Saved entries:

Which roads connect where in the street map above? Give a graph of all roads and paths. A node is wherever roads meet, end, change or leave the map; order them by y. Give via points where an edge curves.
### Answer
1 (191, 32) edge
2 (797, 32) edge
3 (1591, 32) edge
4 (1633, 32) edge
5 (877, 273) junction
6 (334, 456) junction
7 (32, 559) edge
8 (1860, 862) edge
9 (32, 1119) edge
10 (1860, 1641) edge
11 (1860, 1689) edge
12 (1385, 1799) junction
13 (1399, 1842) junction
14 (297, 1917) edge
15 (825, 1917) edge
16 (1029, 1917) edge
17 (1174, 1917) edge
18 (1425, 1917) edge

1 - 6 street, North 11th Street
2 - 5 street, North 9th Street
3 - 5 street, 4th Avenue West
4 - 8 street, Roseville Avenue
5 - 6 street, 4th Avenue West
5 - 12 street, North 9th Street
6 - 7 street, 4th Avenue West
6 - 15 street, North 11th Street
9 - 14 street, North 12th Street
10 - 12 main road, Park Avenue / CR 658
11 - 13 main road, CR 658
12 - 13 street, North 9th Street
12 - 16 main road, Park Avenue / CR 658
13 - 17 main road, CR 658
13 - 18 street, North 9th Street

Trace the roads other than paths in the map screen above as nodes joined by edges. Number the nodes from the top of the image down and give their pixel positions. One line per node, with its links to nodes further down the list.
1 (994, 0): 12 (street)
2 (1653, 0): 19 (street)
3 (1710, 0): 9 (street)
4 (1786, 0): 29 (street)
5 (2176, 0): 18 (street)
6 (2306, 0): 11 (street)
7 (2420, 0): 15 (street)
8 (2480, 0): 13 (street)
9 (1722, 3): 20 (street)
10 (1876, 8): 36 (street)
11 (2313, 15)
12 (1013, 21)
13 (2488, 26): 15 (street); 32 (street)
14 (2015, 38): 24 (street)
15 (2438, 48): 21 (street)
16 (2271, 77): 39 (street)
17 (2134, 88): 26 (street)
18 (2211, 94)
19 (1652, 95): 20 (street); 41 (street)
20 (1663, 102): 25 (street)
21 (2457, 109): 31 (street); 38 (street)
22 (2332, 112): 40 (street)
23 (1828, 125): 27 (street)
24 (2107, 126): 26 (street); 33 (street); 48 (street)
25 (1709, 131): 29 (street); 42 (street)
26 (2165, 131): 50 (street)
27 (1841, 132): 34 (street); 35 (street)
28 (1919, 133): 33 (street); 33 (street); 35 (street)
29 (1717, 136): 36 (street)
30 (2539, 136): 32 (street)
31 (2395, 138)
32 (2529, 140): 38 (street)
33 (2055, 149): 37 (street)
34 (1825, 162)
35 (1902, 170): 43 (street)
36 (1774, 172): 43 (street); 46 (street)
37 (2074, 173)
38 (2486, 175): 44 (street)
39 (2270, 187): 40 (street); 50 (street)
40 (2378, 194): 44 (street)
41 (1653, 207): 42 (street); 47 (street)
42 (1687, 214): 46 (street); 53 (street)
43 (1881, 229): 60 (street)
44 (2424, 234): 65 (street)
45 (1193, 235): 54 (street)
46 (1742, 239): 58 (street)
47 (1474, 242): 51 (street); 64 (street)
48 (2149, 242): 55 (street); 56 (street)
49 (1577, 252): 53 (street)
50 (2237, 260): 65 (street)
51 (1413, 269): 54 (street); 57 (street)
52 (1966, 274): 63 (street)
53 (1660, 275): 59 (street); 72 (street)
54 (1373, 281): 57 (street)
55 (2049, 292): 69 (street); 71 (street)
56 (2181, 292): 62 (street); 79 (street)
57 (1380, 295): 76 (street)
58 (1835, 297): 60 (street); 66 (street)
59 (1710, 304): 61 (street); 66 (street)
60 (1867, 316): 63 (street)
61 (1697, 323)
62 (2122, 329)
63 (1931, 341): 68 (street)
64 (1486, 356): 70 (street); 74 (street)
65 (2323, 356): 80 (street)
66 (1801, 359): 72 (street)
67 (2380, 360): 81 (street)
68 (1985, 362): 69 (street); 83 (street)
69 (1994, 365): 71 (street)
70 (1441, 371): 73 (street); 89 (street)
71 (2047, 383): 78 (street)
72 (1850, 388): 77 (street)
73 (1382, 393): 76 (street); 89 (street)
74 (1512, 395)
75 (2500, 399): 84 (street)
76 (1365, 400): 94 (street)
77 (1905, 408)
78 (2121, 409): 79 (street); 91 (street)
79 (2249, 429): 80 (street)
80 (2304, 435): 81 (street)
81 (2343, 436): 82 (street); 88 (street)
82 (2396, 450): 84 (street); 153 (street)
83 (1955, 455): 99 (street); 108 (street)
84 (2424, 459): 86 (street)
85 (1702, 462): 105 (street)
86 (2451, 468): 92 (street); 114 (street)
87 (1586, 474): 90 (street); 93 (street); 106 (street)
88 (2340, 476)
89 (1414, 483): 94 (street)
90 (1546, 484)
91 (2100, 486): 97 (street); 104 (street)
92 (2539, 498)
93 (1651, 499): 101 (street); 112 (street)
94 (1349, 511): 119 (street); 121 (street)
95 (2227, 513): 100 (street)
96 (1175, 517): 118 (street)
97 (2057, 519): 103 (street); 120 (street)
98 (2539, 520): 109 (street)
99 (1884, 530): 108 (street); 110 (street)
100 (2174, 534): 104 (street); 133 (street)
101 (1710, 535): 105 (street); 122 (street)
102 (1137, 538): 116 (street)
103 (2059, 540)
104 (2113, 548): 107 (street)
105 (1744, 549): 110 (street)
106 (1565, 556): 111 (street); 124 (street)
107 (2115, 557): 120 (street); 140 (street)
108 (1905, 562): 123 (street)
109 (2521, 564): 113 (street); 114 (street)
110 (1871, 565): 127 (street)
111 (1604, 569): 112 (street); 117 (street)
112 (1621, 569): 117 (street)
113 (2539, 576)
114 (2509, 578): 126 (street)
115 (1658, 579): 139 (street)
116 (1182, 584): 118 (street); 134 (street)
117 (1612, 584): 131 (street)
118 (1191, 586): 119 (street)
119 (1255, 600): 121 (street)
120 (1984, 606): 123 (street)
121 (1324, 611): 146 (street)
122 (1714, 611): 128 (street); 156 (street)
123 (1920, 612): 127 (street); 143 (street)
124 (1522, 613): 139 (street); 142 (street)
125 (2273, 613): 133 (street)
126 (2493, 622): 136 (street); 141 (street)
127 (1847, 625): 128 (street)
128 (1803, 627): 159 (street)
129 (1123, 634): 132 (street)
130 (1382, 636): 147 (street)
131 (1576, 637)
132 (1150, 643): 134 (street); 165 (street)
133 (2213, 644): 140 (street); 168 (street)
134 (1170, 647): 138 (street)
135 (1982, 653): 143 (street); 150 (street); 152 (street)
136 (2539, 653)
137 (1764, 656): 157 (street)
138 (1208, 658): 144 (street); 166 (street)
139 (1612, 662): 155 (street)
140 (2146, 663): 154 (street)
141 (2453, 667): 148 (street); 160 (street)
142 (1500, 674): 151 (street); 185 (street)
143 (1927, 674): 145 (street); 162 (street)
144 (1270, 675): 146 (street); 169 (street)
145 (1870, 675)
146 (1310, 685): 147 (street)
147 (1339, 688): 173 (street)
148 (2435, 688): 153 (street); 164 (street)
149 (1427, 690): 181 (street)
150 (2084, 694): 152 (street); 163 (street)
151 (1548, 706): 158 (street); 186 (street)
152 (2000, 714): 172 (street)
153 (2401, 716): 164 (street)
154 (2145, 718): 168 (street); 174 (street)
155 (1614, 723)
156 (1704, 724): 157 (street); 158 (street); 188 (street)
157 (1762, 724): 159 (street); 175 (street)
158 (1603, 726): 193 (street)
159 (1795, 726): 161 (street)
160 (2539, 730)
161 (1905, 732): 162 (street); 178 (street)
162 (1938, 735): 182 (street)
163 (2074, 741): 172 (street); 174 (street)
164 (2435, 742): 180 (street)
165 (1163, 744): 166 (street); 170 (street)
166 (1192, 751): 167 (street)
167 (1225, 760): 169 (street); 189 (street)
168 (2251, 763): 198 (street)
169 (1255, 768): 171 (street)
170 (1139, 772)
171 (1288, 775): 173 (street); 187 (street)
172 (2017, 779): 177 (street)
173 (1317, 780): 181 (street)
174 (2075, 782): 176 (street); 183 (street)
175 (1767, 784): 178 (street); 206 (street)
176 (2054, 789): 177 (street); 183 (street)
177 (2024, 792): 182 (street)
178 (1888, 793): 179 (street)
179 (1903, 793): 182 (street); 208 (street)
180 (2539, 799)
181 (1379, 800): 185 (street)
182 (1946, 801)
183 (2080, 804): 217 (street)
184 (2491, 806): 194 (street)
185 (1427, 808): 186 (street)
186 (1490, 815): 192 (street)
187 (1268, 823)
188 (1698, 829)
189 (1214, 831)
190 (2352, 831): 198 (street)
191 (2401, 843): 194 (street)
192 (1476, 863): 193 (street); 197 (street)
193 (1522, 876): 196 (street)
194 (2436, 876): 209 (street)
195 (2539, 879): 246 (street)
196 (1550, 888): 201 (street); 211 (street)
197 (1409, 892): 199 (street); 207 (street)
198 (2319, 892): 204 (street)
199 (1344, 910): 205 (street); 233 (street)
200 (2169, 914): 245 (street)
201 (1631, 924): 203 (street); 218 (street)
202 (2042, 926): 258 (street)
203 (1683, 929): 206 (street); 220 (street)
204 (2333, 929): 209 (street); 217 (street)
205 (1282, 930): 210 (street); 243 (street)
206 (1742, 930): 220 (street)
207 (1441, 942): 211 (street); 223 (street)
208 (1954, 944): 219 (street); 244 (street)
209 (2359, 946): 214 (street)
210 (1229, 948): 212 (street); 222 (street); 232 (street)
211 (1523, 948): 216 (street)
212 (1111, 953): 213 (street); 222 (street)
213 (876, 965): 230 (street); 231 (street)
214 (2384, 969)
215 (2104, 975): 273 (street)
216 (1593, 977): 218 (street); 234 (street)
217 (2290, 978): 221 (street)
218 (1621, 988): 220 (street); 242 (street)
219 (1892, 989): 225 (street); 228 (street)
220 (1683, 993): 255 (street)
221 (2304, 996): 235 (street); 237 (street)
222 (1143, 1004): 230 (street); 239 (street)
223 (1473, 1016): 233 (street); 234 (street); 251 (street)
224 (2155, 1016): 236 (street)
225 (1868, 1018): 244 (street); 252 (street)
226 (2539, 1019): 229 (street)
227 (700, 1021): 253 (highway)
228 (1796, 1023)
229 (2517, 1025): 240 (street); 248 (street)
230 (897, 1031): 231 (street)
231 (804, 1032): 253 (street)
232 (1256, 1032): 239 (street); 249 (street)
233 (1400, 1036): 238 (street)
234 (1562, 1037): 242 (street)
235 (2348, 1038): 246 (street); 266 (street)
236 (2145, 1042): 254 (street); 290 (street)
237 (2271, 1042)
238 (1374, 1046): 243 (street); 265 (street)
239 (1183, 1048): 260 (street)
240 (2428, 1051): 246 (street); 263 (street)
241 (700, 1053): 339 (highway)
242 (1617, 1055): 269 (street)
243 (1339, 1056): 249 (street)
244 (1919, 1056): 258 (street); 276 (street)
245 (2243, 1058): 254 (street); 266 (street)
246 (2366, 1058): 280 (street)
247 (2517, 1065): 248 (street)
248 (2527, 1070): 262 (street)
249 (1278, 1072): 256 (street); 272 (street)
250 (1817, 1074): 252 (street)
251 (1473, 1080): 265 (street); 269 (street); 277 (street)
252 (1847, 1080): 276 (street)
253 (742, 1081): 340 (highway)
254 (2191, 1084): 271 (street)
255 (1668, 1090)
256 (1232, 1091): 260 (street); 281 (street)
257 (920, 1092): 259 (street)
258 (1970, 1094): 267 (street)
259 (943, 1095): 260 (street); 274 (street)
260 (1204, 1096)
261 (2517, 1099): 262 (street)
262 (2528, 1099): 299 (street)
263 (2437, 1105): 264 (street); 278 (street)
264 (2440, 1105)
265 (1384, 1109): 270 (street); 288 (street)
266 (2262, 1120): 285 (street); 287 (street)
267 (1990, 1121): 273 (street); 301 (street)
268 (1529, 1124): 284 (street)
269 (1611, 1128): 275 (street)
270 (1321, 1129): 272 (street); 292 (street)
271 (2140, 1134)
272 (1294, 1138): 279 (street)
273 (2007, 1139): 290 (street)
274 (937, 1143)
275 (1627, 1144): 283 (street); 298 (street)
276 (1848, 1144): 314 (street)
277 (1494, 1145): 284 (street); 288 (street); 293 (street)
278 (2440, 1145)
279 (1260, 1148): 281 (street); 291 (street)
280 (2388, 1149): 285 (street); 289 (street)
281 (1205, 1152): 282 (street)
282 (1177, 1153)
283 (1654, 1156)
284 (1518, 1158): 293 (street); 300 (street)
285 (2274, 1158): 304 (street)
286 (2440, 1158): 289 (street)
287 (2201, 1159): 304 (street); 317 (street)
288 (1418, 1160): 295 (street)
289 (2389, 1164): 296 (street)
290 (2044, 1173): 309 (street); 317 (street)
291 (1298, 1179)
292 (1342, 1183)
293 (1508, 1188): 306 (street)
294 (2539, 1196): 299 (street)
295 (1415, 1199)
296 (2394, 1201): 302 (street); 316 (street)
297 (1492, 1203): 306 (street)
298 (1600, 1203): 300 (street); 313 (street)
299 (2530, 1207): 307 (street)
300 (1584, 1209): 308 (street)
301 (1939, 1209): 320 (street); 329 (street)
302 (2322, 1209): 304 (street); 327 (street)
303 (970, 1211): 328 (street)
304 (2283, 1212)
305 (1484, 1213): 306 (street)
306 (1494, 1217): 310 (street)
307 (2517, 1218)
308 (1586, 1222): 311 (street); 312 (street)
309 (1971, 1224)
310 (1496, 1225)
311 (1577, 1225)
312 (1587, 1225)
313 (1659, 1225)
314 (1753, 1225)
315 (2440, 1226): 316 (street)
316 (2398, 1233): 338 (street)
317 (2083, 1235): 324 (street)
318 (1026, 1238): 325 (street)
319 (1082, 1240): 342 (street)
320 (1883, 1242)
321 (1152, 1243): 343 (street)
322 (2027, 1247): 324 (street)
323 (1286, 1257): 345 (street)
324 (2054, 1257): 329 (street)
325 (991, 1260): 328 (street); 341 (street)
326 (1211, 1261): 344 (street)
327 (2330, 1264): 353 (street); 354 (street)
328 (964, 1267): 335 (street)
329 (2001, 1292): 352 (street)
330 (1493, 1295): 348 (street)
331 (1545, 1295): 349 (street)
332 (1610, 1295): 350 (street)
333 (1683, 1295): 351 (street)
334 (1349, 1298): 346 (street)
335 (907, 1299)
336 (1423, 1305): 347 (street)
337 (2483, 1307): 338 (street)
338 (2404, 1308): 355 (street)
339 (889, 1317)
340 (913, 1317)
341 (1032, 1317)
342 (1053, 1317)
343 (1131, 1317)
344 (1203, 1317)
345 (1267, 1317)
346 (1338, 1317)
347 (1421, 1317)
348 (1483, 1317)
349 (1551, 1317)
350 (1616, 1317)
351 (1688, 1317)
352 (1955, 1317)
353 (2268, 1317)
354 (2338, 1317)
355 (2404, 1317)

* WHAT IS BEING ASKED *
Search the records for the string "paths" and, wherever a line contains it, please copy that line.

* EXPECTED OUTPUT *
Which roads connect where in the street map above? Give a graph of all roads and paths. A node is wherever roads meet, end, change or leave the map; order them by y. Give via points where an edge curves.
Trace the roads other than paths in the map screen above as nodes joined by edges. Number the nodes from the top of the image down and give their pixel positions. One line per node, with its links to nodes further down the list.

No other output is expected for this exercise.